To use the tool for this decision, estimate the token profile of each request type separately. Classification and extraction tasks usually have moderate input and tiny output, so a cheap model wins decisively. Drafting, coding, and summarization tasks have large output, so the output price dominates and the savings from a cheaper model are even larger. Run the calculator twice — once with each token profile — and compare the cheapest-option figure to the cost of your preferred premium model to see the exact premium you are paying for quality.

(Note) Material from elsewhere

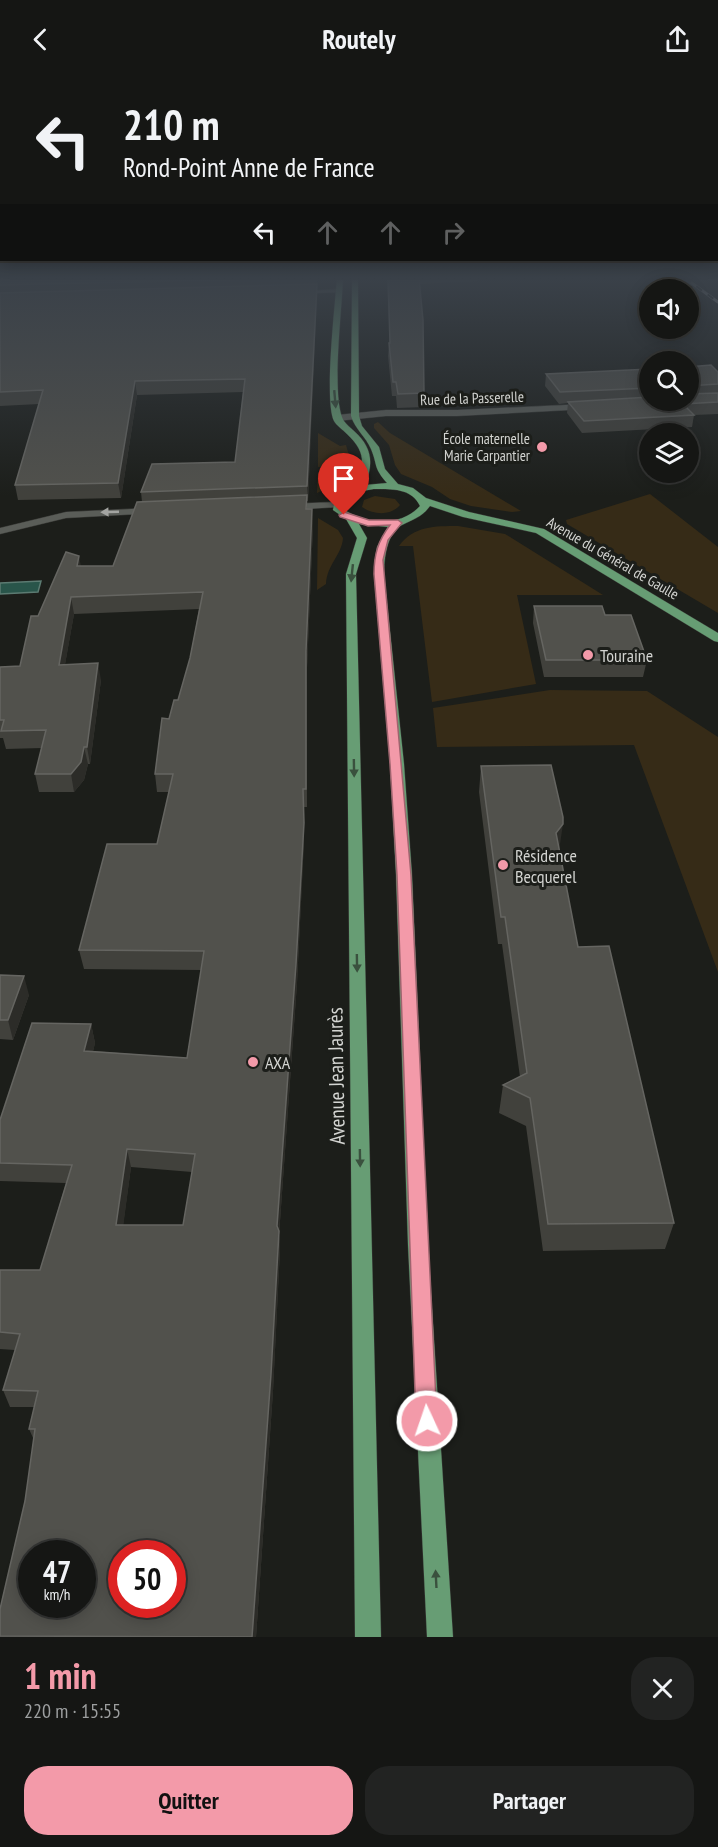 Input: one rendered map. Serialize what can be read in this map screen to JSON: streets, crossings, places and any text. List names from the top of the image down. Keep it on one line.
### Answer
{"streets":{"main road":["Avenue du Général de Gaulle","Avenue Jean Jaurès"],"street":["Rue de la Passerelle"]},"crossings":[["Avenue du Général de Gaulle","Avenue Jean Jaurès"]],"places":["École maternelle Marie Carpantier","Touraine","Résidence Becquerel","AXA"],"page":{"header":"Routely","turn":["210 m","Rond-Point Anne de France"],"speed":"47 km/h","limit":"50","heading":["1 min","220 m · 15:55"],"buttons":["Quitter","Partager"]}} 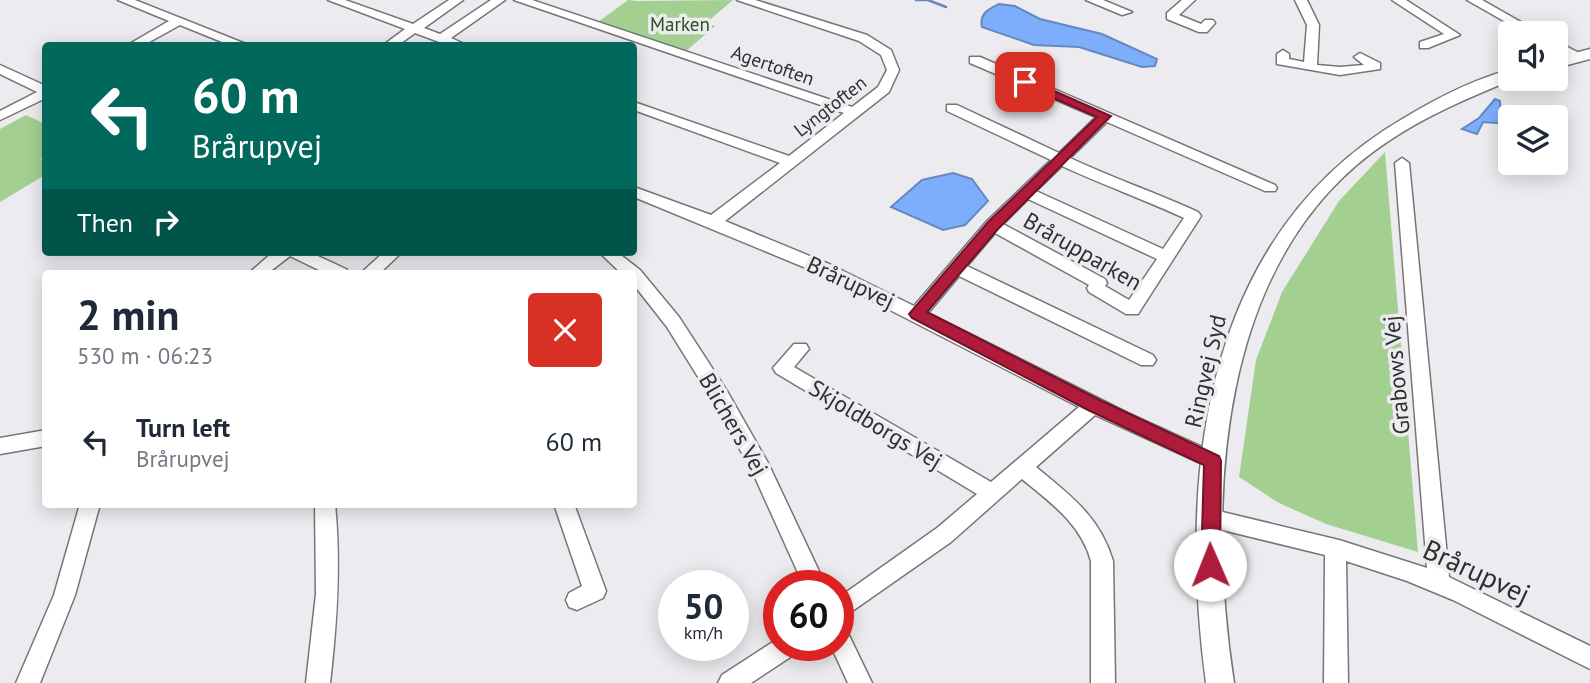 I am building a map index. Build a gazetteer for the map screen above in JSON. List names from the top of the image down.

Remember that this calculator models direct token pricing only. Real production costs may also include hosting or infrastructure for open-weight models like Llama 3 70B (where the listed rate reflects a typical inference-provider price rather than a first-party API), data egress, fine-tuning, embeddings for retrieval, and rate-limit overage. Treat the monthly figure as the variable API cost of inference, then layer your fixed costs on top. Used this way, the LLM cost comparison calculator becomes the foundation of a complete AI budget rather than the whole story.
Worked Examples
Customer support chatbot on the default profile
Problem:
You handle 1,000 requests per month, each with 10,000 input tokens (system prompt plus retrieved knowledge base) and 5,000 output tokens. Which model is cheapest, and how much could you save versus the most expensive?
Solution Steps:
- 1Cheapest is Gemini 1.5 Flash: (10000/1000 x $0.000075) + (5000/1000 x $0.0003) = $0.00075 + $0.0015 = $0.00225 per request.
- 2Monthly cost for Flash = $0.00225 x 1000 = $2.25.

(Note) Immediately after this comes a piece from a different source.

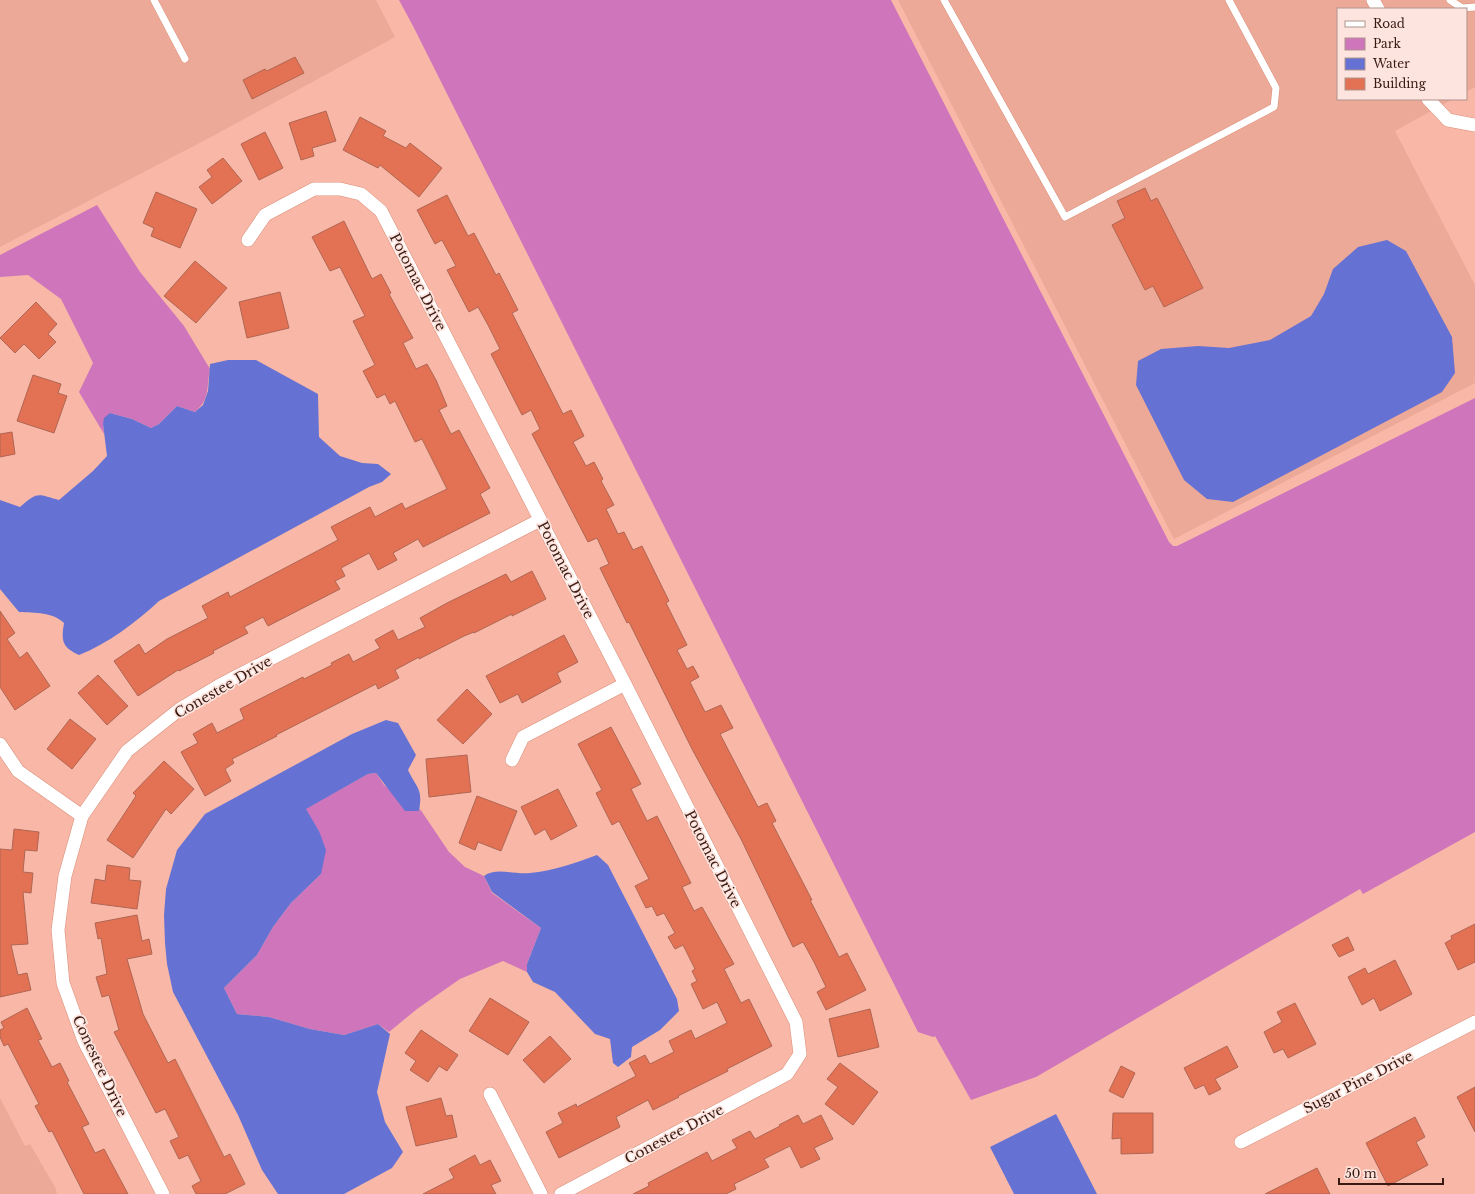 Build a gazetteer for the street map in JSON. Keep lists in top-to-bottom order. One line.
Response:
{"streets":{"street":["Potomac Drive","Conestee Drive","Sugar Pine Drive"]},"crossings":[["Potomac Drive","Conestee Drive"]],"legend":["Road","Park","Water","Building"],"scale_bar":"50 m"}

- 3Most expensive is Claude 3 Opus: (10 x $0.015) + (5 x $0.075) = $0.15 + $0.375 = $0.525 per request, or $525.00 per month.
- 4Potential savings = $525.00 - $2.25 = $522.75 per month.
Result:
Gemini 1.5 Flash costs about $2.25/month while Claude 3 Opus costs $525.00/month, for potential savings of $522.75/month on this workload.
GPT-4 Turbo vs GPT-3.5 Turbo for a writing tool
Problem:
A drafting feature sends 2,000 input tokens and generates 1,000 output tokens per request, with 5,000 requests per month. Compare GPT-4 Turbo against GPT-3.5 Turbo.
Solution Steps:
- 1GPT-4 Turbo per request = (2000/1000 x $0.01) + (1000/1000 x $0.03) = $0.02 + $0.03 = $0.05; monthly = $0.05 x 5000 = $250.00.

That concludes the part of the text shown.